Collected data

_ _ _

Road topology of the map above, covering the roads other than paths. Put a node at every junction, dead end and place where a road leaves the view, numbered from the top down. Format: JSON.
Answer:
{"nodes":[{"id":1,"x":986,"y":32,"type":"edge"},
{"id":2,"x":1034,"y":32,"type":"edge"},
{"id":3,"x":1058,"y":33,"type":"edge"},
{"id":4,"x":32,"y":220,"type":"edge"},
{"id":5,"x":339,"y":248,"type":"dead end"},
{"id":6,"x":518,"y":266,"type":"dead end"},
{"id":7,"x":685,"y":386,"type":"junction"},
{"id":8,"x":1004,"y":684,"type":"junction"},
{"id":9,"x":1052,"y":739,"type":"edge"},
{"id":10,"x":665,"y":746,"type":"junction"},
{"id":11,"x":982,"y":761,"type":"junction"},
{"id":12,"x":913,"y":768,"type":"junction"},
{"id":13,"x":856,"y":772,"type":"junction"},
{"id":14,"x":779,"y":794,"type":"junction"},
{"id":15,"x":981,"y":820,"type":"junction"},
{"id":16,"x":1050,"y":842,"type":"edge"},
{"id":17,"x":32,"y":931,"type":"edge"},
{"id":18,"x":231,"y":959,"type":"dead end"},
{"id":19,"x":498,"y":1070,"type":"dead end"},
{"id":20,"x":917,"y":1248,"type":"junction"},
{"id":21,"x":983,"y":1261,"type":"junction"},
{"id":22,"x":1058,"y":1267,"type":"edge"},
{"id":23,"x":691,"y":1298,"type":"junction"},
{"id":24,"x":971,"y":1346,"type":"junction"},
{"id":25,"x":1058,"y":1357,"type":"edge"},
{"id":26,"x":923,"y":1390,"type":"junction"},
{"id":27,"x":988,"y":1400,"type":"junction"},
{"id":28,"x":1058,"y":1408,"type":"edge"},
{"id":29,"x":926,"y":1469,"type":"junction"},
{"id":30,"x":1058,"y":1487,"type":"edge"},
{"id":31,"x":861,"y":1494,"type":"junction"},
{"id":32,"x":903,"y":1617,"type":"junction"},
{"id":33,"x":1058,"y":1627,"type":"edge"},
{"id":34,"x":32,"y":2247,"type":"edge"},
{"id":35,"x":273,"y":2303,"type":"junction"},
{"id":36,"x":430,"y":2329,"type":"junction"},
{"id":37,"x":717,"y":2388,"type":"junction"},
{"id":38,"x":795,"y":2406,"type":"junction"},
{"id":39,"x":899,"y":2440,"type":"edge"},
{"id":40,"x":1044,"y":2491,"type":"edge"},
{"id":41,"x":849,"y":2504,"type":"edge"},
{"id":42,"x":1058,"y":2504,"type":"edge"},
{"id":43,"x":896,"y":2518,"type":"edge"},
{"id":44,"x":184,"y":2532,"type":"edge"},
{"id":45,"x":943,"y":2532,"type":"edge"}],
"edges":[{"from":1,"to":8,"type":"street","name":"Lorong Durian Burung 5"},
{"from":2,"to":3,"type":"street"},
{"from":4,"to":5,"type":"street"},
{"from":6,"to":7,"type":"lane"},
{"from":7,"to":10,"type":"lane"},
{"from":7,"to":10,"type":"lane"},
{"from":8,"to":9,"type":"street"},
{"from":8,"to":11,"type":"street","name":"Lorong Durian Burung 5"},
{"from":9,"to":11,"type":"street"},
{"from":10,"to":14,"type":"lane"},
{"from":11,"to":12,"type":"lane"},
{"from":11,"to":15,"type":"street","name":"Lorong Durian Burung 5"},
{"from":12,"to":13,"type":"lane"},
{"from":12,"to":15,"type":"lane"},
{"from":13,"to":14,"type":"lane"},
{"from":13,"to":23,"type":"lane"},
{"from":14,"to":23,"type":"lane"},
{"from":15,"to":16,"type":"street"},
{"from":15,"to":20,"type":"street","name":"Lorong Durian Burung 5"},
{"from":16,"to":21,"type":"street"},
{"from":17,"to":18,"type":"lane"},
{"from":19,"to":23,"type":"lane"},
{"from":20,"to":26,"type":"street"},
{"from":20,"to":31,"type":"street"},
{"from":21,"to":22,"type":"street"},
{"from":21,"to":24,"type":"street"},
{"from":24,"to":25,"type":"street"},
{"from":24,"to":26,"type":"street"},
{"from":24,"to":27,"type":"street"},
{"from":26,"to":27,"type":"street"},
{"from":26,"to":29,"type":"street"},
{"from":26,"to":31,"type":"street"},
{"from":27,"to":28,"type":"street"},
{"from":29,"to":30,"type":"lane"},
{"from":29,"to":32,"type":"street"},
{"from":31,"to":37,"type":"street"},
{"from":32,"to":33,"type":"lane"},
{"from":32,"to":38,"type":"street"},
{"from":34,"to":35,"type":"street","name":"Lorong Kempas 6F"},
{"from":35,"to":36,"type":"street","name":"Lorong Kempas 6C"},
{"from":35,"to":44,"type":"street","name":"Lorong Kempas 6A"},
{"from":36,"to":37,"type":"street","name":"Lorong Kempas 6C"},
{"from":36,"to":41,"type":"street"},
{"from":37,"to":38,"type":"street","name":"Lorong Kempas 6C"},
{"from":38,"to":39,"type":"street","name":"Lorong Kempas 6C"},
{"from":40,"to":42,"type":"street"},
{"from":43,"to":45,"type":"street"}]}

_ _ _

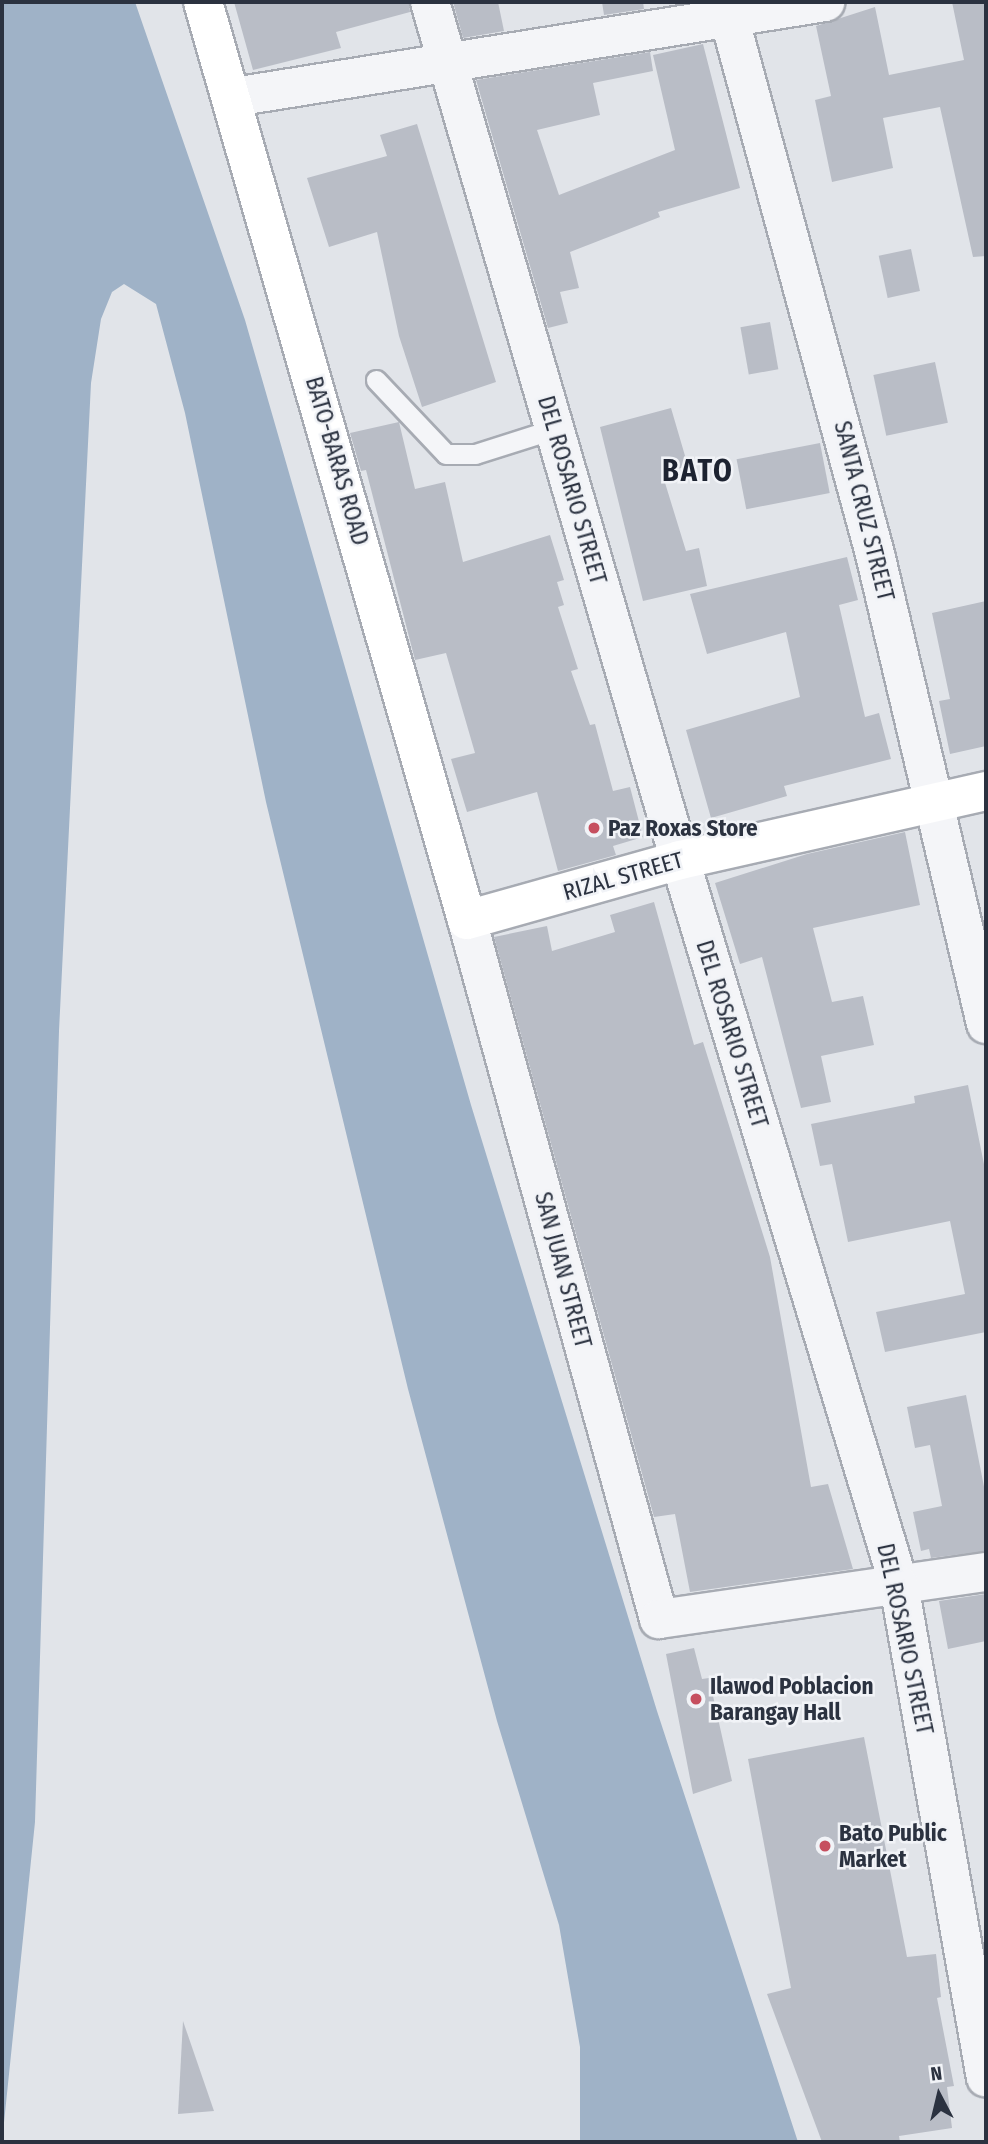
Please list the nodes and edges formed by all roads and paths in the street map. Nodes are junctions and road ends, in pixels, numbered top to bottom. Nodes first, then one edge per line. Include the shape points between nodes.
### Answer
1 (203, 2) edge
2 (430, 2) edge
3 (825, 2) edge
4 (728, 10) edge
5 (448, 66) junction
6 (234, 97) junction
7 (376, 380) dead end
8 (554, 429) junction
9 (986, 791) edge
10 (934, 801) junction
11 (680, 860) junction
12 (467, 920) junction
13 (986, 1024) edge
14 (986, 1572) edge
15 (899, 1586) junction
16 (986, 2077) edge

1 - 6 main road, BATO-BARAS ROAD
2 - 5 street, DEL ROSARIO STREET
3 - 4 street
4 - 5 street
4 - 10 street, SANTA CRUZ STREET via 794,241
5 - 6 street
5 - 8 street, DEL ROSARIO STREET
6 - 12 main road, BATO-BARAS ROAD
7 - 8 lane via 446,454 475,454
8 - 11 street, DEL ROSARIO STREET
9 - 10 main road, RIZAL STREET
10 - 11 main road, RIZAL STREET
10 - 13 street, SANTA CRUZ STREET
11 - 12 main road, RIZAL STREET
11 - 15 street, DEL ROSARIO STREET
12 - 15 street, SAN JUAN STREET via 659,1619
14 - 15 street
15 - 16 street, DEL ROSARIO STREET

_ _ _

If a line in the entries above has the word "roads", copy it.

Road topology of the map above, covering the roads other than paths. Put a node at every junction, dead end and place where a road leaves the view, numbered from the top down. Format: JSON.
Please list the nodes and edges formed by all roads and paths in the street map. Nodes are junctions and road ends, in pixels, numbered top to bottom. Nodes first, then one edge per line. Include the shape points between nodes.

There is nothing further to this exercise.